Taking something of a sabatical from designs or even considering which to build for a tad of time... gotta get on me feet again and then I'll do what people keep telling me to do... cut wood!

Take it easy
Shane

[ 03-31-2002, 07:15 AM: Message edited by: Wild Dingo ]

Dave Fleming
03-31-2002, 12:40 PM
The Wanderbird aka 'the bird', her masts must be over 100 feet in total.
When they were delivered to Sausalito, California to the pier where the 'bird' was berthed they were finessed bye some of those old San Francisco salts including Capt, Lindermann who was acting as head rigger. There were several 'gangs' of people working in each mast dividing the masts into sections with a meeting at the boundry of another gangs section. Literally a mountain of shavings and sanding dust came off those sticks.
Some statistics of the 'bird'....
Launched approx June 1879
Length O/A 85 feet 3 inches
Length Load Waterline 76 feet 1 inch
Beam 18 feet 9 inches ( but somehow that does not seem correct in my memory )
Perhaps RGM can clarify these dimensions especially that beam? :confused:
Ballast 35 Tons
Planking 3 1/2 inch
Frames Sawn 5 inch by 6 inch
Ceiling 2 inch

[ 03-31-2002, 12:41 PM: Message edited by: Dave Fleming ]

johnw
04-01-2002, 02:58 PM
Wander Bird also displaces 137 tons. She's about the length of a New York pilot boat of the same era, but twice as heavy.

Dave Fleming
04-01-2002, 04:08 PM
Actually JohnW, my info shows the displacement at load waterline to be 138.26 tons.
;)

Alan D. Hyde
04-01-2002, 04:24 PM
Didn't Irving and Electa Johnson meet on Wanderbird?

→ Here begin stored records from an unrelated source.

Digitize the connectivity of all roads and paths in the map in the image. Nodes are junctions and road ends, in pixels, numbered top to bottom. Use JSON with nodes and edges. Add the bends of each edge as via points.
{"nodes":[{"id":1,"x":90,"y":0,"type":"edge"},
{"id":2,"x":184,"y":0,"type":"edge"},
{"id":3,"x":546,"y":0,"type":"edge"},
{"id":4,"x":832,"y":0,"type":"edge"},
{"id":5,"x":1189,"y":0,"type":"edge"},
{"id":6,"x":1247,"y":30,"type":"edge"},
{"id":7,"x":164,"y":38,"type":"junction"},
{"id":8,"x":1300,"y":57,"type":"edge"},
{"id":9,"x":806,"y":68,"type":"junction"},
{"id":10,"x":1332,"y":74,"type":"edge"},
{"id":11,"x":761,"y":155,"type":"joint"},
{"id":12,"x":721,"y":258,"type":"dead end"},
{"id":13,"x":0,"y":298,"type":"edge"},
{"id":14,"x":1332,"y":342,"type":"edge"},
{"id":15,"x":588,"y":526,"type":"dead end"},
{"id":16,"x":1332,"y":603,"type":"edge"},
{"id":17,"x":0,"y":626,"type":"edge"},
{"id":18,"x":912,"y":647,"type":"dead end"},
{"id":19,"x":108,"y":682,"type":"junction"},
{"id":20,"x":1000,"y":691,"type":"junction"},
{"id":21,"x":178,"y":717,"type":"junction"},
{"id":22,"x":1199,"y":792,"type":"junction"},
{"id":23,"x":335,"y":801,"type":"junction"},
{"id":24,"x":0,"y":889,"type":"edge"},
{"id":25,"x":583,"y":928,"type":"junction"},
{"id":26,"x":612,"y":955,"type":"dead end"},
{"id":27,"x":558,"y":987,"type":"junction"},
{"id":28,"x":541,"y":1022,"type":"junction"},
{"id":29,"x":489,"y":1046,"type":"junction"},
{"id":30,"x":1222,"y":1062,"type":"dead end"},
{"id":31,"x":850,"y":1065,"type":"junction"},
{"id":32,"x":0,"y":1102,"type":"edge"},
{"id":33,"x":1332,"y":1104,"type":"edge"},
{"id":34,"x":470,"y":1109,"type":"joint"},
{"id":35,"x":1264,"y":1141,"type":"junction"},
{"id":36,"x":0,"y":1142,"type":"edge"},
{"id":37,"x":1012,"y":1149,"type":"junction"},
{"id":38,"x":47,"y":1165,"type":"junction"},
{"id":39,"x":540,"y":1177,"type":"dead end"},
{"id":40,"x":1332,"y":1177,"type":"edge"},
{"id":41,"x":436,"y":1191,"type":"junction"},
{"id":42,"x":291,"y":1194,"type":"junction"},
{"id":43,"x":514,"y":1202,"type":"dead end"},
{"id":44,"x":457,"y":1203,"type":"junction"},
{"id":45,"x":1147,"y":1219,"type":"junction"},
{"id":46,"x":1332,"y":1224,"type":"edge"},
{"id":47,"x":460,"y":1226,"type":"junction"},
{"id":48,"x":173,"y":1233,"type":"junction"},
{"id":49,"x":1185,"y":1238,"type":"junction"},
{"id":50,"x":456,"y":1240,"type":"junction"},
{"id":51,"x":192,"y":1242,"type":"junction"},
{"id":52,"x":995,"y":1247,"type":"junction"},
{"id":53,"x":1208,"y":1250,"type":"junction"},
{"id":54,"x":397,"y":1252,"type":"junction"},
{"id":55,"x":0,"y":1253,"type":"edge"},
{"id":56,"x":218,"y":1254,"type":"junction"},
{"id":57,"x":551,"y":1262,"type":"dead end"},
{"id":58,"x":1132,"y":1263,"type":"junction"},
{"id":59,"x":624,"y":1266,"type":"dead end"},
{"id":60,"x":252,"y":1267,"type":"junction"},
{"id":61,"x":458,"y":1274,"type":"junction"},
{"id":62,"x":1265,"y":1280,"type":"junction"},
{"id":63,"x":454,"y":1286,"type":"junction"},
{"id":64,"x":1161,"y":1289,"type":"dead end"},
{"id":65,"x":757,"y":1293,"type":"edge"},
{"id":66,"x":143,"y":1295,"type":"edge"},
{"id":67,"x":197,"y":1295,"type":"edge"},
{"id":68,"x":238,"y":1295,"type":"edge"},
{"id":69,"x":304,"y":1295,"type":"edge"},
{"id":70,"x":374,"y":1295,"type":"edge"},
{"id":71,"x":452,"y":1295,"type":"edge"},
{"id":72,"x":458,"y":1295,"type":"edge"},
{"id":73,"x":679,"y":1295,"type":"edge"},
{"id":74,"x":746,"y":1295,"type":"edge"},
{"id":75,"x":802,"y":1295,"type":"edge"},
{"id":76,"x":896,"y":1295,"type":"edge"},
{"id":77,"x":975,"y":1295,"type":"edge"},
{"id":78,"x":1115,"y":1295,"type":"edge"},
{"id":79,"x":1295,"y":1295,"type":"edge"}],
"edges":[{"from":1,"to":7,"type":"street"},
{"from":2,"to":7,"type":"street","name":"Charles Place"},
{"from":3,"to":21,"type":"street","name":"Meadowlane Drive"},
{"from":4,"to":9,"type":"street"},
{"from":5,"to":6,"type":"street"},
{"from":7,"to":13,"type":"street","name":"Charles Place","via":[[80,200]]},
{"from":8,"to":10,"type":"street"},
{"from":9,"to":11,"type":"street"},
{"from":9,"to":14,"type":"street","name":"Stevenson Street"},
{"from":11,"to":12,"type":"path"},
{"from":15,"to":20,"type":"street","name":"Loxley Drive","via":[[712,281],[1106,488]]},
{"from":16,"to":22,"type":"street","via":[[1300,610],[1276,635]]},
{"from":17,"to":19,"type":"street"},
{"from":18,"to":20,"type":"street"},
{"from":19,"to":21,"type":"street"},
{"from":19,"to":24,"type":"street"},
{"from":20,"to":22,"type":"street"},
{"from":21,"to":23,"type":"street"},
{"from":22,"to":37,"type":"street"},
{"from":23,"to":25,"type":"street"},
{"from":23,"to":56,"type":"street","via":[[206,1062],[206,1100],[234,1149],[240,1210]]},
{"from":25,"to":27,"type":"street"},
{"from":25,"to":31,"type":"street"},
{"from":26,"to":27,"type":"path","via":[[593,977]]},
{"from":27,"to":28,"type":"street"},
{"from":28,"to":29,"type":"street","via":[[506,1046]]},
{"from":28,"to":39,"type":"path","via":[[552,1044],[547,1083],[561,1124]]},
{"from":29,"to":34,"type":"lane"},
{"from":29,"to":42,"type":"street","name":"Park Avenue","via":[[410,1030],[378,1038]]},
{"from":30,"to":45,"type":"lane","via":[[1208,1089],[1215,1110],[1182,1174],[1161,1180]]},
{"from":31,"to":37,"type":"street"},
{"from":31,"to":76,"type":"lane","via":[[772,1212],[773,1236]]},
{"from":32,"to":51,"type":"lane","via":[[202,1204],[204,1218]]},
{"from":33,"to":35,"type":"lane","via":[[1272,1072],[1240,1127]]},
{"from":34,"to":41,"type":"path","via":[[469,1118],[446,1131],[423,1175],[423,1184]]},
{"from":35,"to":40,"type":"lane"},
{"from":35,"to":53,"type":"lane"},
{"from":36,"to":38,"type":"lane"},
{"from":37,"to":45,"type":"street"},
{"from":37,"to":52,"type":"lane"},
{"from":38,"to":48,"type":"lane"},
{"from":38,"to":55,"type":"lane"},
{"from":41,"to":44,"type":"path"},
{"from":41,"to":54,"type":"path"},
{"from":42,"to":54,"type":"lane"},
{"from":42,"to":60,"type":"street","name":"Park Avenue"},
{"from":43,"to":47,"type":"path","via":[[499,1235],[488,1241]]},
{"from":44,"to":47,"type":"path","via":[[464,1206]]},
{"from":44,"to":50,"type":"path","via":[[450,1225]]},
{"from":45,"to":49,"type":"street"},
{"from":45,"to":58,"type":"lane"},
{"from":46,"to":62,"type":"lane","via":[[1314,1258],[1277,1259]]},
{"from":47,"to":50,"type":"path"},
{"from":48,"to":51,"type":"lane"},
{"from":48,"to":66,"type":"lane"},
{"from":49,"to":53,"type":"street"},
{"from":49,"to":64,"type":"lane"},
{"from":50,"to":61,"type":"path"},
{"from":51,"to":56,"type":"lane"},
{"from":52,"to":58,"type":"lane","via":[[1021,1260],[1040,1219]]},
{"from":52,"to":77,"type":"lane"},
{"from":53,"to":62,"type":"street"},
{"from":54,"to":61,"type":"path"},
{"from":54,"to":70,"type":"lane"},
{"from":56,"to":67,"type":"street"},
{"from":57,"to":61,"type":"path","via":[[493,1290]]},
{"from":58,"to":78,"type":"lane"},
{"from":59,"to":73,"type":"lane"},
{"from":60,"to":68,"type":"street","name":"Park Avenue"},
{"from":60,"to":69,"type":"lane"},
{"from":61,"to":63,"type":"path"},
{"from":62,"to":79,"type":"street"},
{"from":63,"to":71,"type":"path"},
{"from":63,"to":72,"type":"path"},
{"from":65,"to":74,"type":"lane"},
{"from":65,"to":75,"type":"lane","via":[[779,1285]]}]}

Is Exy still alive and well in South Hadley?

Alan

johnw
04-01-2002, 07:42 PM
138.26 tons? Just to look at her, I wouldn't have guessed an ounce over 138.25.

Dave Fleming
04-01-2002, 07:47 PM
JohnW.

:D :D :D

gary porter
04-05-2002, 02:50 PM
For those of you that are fortunate enough to have the plans book from the Smithsonian, check out the back cover smile.gif

johnw
04-08-2002, 07:02 PM
I think that's Glad Tidings, Chappelle's own boat. There's a replica of it that lives in Pt. Townsend. Nice, slippery lines, too, but not as much sail carrying power as one usually associates with pinkies. I sometimes sail on the pinkie Tiger, which lives here in Seattle at Fisherman's Terminal. It sails very well to windward in a blow.

gary porter
04-08-2002, 08:37 PM
johnw, whats the name of the replica? will be there in sept for the show and would like to check it out. My wife and I talk every other day about moving to Port Townsend. Gary smile.gif

johnw
04-08-2002, 10:47 PM
The boat's name is Pleiades, if memory serves. Don't know whether they intend to enter the show. They did so a few years ago and I got to go aboard. They did a nice job on that boat.

Frank E. Price
10-04-2003, 03:52 PM
Love those Pinkys! I was passing through Port Townsend in August, and Pleiades is still there. Very nice boat. How do people get away with keeping galvanized anchors on bronze rollers? I have to take mine off when fast to a float, or watch the zinc disappear.

As I understand it Chapelle designed Glad Tidings for himself after discovering how much an earlier design, Pinky No. 1, would cost with its massive double sawn frames (read that somewhere; maybe in WB, or in the original 1937 Yachting article). The Glad Tidings design was originally designated Pinky No. 2 (and still is in the Smithsonian catalog I think). No. 2 was designed for steam bent frames and lighter overal scantlings. Came out at about 14 tons (long) and No. 1 comes out, as close as I can figure, around 20 tons.

Does anyone know if Pinky No. 1 has ever been built?

Frank

[ 10-11-2003, 03:39 PM: Message edited by: Frank E. Price ]

Dave Fleming
10-05-2003, 01:04 AM
Profile of that Eastport Pinky. Some rigging details on sheet too.